Fashion Statement Ala Dahlan Iskan

Pakaian yang dikenakan ternyata bukan hanya cangkang. Pakaian dapat menjadi simbol bagi sesuatu yang lebih besar. Pakaian dapat menjadi simbol dari sebuah misi. Pakaian dapat menjadi unsur ekstrinsik dari sebuah konsep. Dalam helaan kontemporer, kita mendapatkan fashion statement macam begini dari Dahlan Iskan. Menteri BUMN yang sempat melalui cangkok hati ini terkenal dengan sepatu ketsnya. Tampilan luar dari Dahlan Iskan ini bukan sekadar asal beda. Tampilan tersebut merupakan sebuah kontinuitas dari basis pekerjaannya dahulu sebagai wartawan.

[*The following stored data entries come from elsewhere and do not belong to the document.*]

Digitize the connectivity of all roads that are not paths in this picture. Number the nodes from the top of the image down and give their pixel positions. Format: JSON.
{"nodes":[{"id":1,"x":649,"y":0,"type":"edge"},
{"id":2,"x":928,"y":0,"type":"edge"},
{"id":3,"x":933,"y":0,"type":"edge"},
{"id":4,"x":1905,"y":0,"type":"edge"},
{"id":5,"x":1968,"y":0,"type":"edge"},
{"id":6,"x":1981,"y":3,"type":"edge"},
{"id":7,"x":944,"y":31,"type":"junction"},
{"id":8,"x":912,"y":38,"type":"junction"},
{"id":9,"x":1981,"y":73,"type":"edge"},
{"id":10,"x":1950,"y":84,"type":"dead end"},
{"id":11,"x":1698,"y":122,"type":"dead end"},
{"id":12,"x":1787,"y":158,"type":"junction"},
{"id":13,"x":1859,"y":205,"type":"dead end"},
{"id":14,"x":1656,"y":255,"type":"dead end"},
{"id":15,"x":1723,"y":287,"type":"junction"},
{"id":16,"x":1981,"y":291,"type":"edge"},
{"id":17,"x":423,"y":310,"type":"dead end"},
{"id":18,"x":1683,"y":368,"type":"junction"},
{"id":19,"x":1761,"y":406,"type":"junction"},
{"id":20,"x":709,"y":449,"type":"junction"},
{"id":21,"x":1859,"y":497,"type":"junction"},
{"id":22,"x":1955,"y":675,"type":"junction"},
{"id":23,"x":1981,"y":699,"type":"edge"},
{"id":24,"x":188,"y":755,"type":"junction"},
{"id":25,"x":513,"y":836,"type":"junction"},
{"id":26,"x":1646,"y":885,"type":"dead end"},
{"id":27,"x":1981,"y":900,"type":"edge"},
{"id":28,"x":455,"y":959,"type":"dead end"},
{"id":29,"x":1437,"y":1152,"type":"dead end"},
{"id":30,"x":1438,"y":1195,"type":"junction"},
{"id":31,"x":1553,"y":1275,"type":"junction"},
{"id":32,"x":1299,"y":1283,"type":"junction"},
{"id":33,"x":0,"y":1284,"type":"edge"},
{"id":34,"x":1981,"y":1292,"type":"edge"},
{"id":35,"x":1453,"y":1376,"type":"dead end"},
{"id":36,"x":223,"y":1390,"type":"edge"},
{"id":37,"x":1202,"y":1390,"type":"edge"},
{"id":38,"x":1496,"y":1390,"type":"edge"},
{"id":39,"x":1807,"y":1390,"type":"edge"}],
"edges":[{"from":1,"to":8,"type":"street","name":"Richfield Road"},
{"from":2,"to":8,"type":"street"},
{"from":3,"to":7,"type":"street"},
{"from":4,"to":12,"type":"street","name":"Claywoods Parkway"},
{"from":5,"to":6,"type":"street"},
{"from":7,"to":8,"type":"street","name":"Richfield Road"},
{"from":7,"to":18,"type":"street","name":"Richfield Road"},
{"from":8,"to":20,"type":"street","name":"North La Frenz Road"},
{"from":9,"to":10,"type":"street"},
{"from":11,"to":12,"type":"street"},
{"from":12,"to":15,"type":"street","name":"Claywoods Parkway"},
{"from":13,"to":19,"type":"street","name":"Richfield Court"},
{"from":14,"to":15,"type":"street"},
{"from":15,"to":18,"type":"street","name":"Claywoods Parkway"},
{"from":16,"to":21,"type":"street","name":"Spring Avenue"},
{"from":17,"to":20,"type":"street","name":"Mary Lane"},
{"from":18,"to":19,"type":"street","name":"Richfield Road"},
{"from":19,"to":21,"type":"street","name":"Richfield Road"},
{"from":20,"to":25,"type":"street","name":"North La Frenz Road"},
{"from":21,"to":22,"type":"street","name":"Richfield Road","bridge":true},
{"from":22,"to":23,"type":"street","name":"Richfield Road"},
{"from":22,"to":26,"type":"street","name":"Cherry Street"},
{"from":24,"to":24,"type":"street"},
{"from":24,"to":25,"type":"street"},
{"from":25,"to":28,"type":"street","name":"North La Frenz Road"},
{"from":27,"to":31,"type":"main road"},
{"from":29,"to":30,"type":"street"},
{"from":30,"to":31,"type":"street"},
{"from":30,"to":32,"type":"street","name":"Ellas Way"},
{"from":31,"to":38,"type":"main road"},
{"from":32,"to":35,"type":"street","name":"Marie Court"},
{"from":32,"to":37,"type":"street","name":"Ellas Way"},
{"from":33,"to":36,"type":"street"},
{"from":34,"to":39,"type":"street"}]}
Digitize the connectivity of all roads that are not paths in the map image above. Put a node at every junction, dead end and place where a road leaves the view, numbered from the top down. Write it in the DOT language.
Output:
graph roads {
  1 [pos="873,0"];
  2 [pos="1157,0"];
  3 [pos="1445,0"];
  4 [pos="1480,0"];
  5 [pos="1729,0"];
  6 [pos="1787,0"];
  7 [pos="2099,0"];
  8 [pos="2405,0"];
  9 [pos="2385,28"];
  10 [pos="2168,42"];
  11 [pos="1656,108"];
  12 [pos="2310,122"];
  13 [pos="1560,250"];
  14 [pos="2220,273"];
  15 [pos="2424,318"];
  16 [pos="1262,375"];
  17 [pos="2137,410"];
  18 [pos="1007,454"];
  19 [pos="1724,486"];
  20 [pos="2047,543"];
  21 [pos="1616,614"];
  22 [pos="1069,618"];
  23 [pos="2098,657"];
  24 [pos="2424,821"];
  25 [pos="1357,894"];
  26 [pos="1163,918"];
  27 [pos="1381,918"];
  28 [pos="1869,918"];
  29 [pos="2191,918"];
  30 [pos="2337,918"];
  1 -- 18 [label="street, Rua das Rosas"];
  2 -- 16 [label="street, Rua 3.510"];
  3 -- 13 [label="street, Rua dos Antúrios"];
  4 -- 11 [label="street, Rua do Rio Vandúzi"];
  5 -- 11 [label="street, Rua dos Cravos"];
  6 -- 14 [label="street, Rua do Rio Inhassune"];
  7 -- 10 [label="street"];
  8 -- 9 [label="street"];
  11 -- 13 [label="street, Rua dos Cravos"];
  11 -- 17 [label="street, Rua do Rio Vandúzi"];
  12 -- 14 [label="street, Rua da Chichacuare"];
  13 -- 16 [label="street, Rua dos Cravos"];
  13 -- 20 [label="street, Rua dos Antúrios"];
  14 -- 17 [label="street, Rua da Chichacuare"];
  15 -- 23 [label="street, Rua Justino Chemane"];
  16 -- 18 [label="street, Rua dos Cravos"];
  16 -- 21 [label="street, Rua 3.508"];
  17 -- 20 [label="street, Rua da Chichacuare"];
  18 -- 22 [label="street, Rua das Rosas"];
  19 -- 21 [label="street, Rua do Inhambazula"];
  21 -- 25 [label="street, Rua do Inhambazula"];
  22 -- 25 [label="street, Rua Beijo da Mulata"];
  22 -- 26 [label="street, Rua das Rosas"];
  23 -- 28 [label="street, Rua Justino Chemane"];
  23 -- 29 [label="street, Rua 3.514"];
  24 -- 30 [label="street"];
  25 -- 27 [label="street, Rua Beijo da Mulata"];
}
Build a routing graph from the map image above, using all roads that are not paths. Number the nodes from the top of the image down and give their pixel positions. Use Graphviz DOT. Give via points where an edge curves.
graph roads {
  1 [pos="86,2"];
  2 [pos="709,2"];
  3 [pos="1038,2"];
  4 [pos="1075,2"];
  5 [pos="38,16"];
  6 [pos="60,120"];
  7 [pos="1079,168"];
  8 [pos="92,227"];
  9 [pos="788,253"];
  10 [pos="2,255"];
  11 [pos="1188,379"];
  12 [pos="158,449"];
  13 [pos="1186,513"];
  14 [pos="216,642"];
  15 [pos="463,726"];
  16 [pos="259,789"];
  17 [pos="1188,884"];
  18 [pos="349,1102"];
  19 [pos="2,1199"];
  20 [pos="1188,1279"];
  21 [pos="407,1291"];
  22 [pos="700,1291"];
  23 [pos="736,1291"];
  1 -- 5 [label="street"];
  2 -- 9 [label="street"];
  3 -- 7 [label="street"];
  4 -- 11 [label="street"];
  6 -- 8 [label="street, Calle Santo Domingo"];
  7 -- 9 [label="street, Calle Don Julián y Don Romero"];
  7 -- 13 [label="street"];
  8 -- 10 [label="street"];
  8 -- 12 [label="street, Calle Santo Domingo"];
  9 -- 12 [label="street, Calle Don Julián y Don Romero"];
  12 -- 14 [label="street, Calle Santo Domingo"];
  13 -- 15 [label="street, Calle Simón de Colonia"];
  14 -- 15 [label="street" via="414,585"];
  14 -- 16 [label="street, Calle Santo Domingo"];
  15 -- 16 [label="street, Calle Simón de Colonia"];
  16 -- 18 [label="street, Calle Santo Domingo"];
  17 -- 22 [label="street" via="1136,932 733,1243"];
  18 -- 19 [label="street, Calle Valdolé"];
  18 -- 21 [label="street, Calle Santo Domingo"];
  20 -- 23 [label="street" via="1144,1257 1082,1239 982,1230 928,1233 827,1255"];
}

Dahlan Iskan yang memiliki latar belakang sebagai wartawan dan pengusaha dunia media ini dengan fashion statement-nya seakan ingin menggugat segala basa basi fashion para pejabat. Dimana banyak pejabat yang justru menghambur-hamburkan uang negara untuk pakaian dinasnya. Dimana banyak pejabat negara yang berbusana rapi, namun kinerjanya 0 besar, bahkan menjadi pewaris tata nilai korupsi.

Dahlan memilih sepatu kets sebagai penanda bahwa ada kontinuitas nilai yang dipegangnya semenjak dulu hingga sekarang. Dia tidak ingin menjadi mentang-mentang pejabat lalu berubah secara penampilan dan pemikiran. Dahlan Iskan dengan menggunakan sepatu ketsnya memungkinkannya untuk bekerja lebih lincah dan tidak takut kotor untuk blusukan ke berbagai daerah.

Bekerja lincah dan tidak takut kotor ini ditunjukkannya ketika menjabat sebagai Dirut PLN. Beliau meninjau langsung kinerja anak buahnya secara langsung di lapangan. Sebagai Menteri BUMN pun langkah turun langsung dan mengenyahkan rantai birokratis yang panjang dan bertele-tele akan dilakukan oleh Dahlan Iskan. Dengan terjun langsung, maka kendala dan permasalahan akan benar-benar menemui titik pangkalnya. Dahlan rupanya bukan pimpinan yang sekadar asyik di belakang meja berpendingin ruangan, sembari membaca laporan dari bawahannya. Laporan yang bisa jadi telah mengalami distorsi informasi, menabur bedak disana sini, laporan yang berintikan asal bapak senang.

Tentu saja apa yang dilakukan oleh Dahlan Iskan merupakan angin segar bagi ranah eksekutif di negeri ini. Ketika pejabat, para legislator sibuk dengan segala gelimang dunia di sana sini. Nyatanya masih ada sosok pejabat negara yang simple. Tidak memerlukan rantai birokrasi yang luar biasa panjangnya hingga membuat hulu permasalahan menjadi kabur dan melenyap esensinya. Lembaga negara yang selama ini sekadar tambun, lamban bergerak, tidak lincah, dengan fashion statement melalui sepatu ketsnya Dahlan Iskan ingin merubah segala label sumir tersebut.

Melalui sepatu, buhul ingatan seorang Dahlan Iskan bertaut. Dahulu kala beliau harus menempuh jalur menuju sekolah dengan berjalan kaki tanpa sepatu berkilo-kilometer. Jalan berbatu dan jauhnya perjalanan merupakan “santapan sehari-hari” bagi sosok pemilik Jawa Pos Group ini.

Dahlan Iskan melalui fashion statement-nya menunjukkan kemandirian bangsa. Apabila kita ingat apa yang diajarkan oleh Mahatma Gandhi dengan istilah Swadeshi (bangga menggunakan produk bangsa sendiri). Dahlan Iskan pun memperkenalkan sepatu ketsnya yang bermerek DI. DI sendiri merupakan kepanjangan dari Demi Indonesia.

Harus diakui bahwa ekonomi Indonesia yang tumbuh dalam kisaran 6%, namun selalu tumbuh gejolak. Apa pasal? Ternyata hal tersebut dikarenakan impor kita terlalu besar. Hal tersebut tercermin dari neraca perdagangan yang terus menerus menunjukkan angka defisit. Impor menjadi lebih gampang ketimbang mengurus pabrik, mengurus buruh. Alhasil tipikal bangsa ini menjadi negara yang gemar mengimpor dan enggan untuk menghasilkan, memproduksi, dan bekerja.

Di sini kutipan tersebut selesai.